Sumner Welles (1892-1961)
Sumner Welles was born into a wealthy New York family in 1892, the namesake of his great-uncle, Charles Sumner, the crusading abolitionist senator from Massachusetts. As a young man from a rich and socially important family, Welles followed FDR's educational path by attending Groton and Harvard before entering the foreign service in 1915.
Welles quickly distinguished himself as an eloquent foreign service officer and navigated the State Department's political waters so skillfully that he was promoted to acting chief of its Latin American Affairs Division after only a few years of field work. Welles' meteoric rise, however, also insured that he would quickly run out of promotions to seek, and as a result he did not remain at the State Department for very long. In March 1922, Welles resigned his position with the State Department to pursue a lucrative career in banking.

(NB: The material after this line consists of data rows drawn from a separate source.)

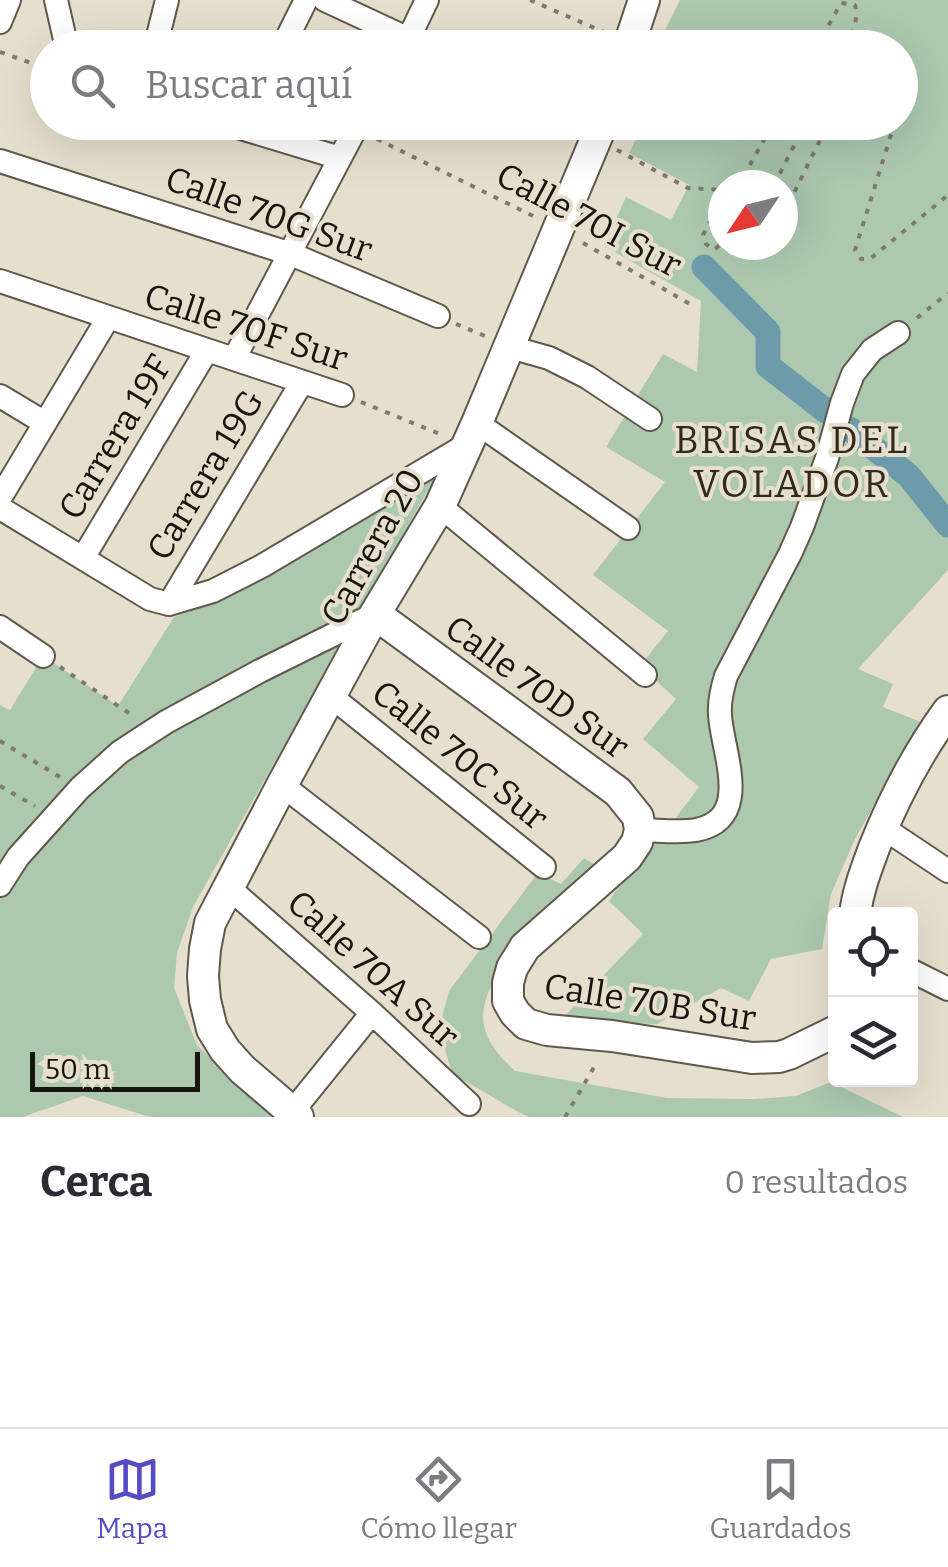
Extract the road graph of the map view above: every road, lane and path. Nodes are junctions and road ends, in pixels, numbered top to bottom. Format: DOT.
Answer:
graph roads {
  1 [pos="9,0"];
  2 [pos="56,0"];
  3 [pos="167,0"];
  4 [pos="306,0"];
  5 [pos="325,0"];
  6 [pos="427,0"];
  7 [pos="530,0"];
  8 [pos="644,0"];
  9 [pos="0,22"];
  10 [pos="62,30"];
  11 [pos="160,30"];
  12 [pos="291,30"];
  13 [pos="384,30"];
  14 [pos="418,30"];
  15 [pos="596,30"];
  16 [pos="634,30"];
  17 [pos="826,30"];
  18 [pos="854,30"];
  19 [pos="0,52"];
  20 [pos="30,63"];
  21 [pos="284,140"];
  22 [pos="349,140"];
  23 [pos="386,140"];
  24 [pos="596,140"];
  25 [pos="614,140"];
  26 [pos="764,140"];
  27 [pos="797,140"];
  28 [pos="820,140"];
  29 [pos="889,140"];
  30 [pos="340,158"];
  31 [pos="0,161"];
  32 [pos="747,170"];
  33 [pos="782,170"];
  34 [pos="798,185"];
  35 [pos="708,191"];
  36 [pos="948,195"];
  37 [pos="559,229"];
  38 [pos="291,254"];
  39 [pos="3,290"];
  40 [pos="948,293"];
  41 [pos="690,304"];
  42 [pos="438,316"];
  43 [pos="108,318"];
  44 [pos="898,333"];
  45 [pos="510,346"];
  46 [pos="207,350"];
  47 [pos="234,360"];
  48 [pos="302,382"];
  49 [pos="342,395"];
  50 [pos="0,396"];
  51 [pos="650,418"];
  52 [pos="45,423"];
  53 [pos="473,434"];
  54 [pos="0,498"];
  55 [pos="440,506"];
  56 [pos="0,508"];
  57 [pos="628,528"];
  58 [pos="83,558"];
  59 [pos="169,604"];
  60 [pos="376,614"];
  61 [pos="0,628"];
  62 [pos="43,656"];
  63 [pos="645,675"];
  64 [pos="332,697"];
  65 [pos="948,711"];
  66 [pos="156,729"];
  67 [pos="0,740"];
  68 [pos="282,784"];
  69 [pos="0,786"];
  70 [pos="80,788"];
  71 [pos="54,818"];
  72 [pos="882,828"];
  73 [pos="640,830"];
  74 [pos="544,867"];
  75 [pos="948,871"];
  76 [pos="0,886"];
  77 [pos="228,887"];
  78 [pos="856,907"];
  79 [pos="479,937"];
  80 [pos="918,974"];
  81 [pos="948,989"];
  82 [pos="372,1013"];
  83 [pos="828,1035"];
  84 [pos="612,1036"];
  85 [pos="469,1104"];
  86 [pos="295,1114"];
  87 [pos="565,1117"];
  1 -- 9 [label="street"];
  2 -- 10 [label="street"];
  3 -- 11 [label="street"];
  4 -- 12 [label="street"];
  5 -- 13 [label="street"];
  6 -- 14 [label="street"];
  7 -- 15 [label="path"];
  8 -- 16 [label="street"];
  17 -- 18 [label="path"];
  19 -- 20 [label="path"];
  21 -- 30 [label="street"];
  22 -- 30 [label="street"];
  23 -- 37 [label="path, Calle 70I Sur"];
  24 -- 37 [label="street, Carrera 20"];
  25 -- 35 [label="path"];
  26 -- 32 [label="path"];
  27 -- 33 [label="path"];
  28 -- 34 [label="path"];
  29 -- 36 [label="path"];
  30 -- 38 [label="street"];
  31 -- 38 [label="street, Calle 70G Sur"];
  37 -- 41 [label="path, Calle 70I Sur"];
  37 -- 45 [label="street, Carrera 20"];
  38 -- 42 [label="street, Calle 70G Sur"];
  38 -- 47 [label="street"];
  39 -- 43 [label="street, Calle 70F Sur"];
  40 -- 44 [label="path"];
  42 -- 45 [label="path"];
  43 -- 46 [label="street, Calle 70F Sur"];
  43 -- 52 [label="street"];
  44 -- 73 [label="street"];
  45 -- 51 [label="street"];
  45 -- 53 [label="street, Carrera 20"];
  46 -- 47 [label="street, Calle 70F Sur"];
  46 -- 58 [label="street, Carrera 19F"];
  47 -- 48 [label="street, Calle 70F Sur"];
  48 -- 49 [label="street, Calle 70F Sur"];
  48 -- 59 [label="street, Carrera 19G"];
  49 -- 53 [label="path, Calle 70F Sur"];
  50 -- 52 [label="street"];
  52 -- 54 [label="street"];
  53 -- 55 [label="street, Carrera 20"];
  53 -- 57 [label="street"];
  53 -- 59 [label="street"];
  55 -- 60 [label="street, Carrera 20"];
  55 -- 63 [label="street"];
  56 -- 58 [label="street"];
  58 -- 59 [label="street"];
  60 -- 64 [label="street, Carrera 20"];
  60 -- 66 [label="street"];
  60 -- 73 [label="street, Calle 70D Sur"];
  61 -- 62 [label="street"];
  62 -- 66 [label="path"];
  64 -- 68 [label="street, Carrera 20"];
  64 -- 74 [label="street, Calle 70C Sur"];
  65 -- 72 [label="street"];
  66 -- 70 [label="street"];
  67 -- 70 [label="path"];
  68 -- 77 [label="street, Carrera 20"];
  68 -- 79 [label="street"];
  69 -- 71 [label="path"];
  70 -- 71 [label="street"];
  71 -- 76 [label="street"];
  72 -- 75 [label="street"];
  72 -- 78 [label="street"];
  73 -- 84 [label="street, Calle 70B Sur"];
  77 -- 82 [label="street, Calle 70A Sur"];
  77 -- 86 [label="street, Carrera 20"];
  80 -- 81 [label="street"];
  82 -- 85 [label="street, Calle 70A Sur"];
  82 -- 86 [label="street"];
  83 -- 84 [label="street, Calle 70B Sur"];
  84 -- 87 [label="path"];
}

As a private citizen, Welles continued to study Latin America and to comment on international affairs, all the while maintaining a friendship with Franklin and Eleanor Roosevelt, whom he had known since boyhood. After the election of 1932, FDR invited Welles to advise him on Latin American affairs, and in 1933 he became assistant secretary of state. Welles quickly achieved notoriety within the administration as the architect of the "Good Neighbor" policy, and when Cubans revolted against their government FDR quickly nominated Wells to the ambassadorship and dispatched him to Havana.
Despite his assignment to the American embassy in Cuba, however, Welles continued to be a member of the White House foreign policy inner circle and FDR's most trusted adviser on Latin America. As a result he was promoted to undersecretary of state in 1937, and helped to draft the Atlantic Charter, an Anglo-American declaration of principles, in 1941.
Even though he had a strong record at the State Department, Welles was unable to improve his relationship with Secretary of State Cordell Hull, who felt that Welles' closeness to the president undermined his own ability to act as FDR's chief foreign policy adviser. Never completely comfortable with Welles as his deputy, Hull threatened resignation in August 1943 if Welles was not removed from the administration over allegations that he had engaged in homosexual conduct. FDR reluctantly agreed, and Welles tendered his resignation shortly thereafter.
In retirement, Welles continued to write and publish commentary, most of which related to international affairs and to his vision for a multilateral global community. He died in 1961 at the age of 68.
Sources:
American National Biography. New York: Oxford University Press, 1999, 9-11.
Graham, Otis L., Jr. and Meghan Robinson Wander. Franklin D. Roosevelt, His Life and Times. New York: Da Capo Press, 1985, 287-288.
Welles, Benjamin. Sumner Welles: FDR's Global Strategist. New York: St. Martin's Press, 1997, 134, 155.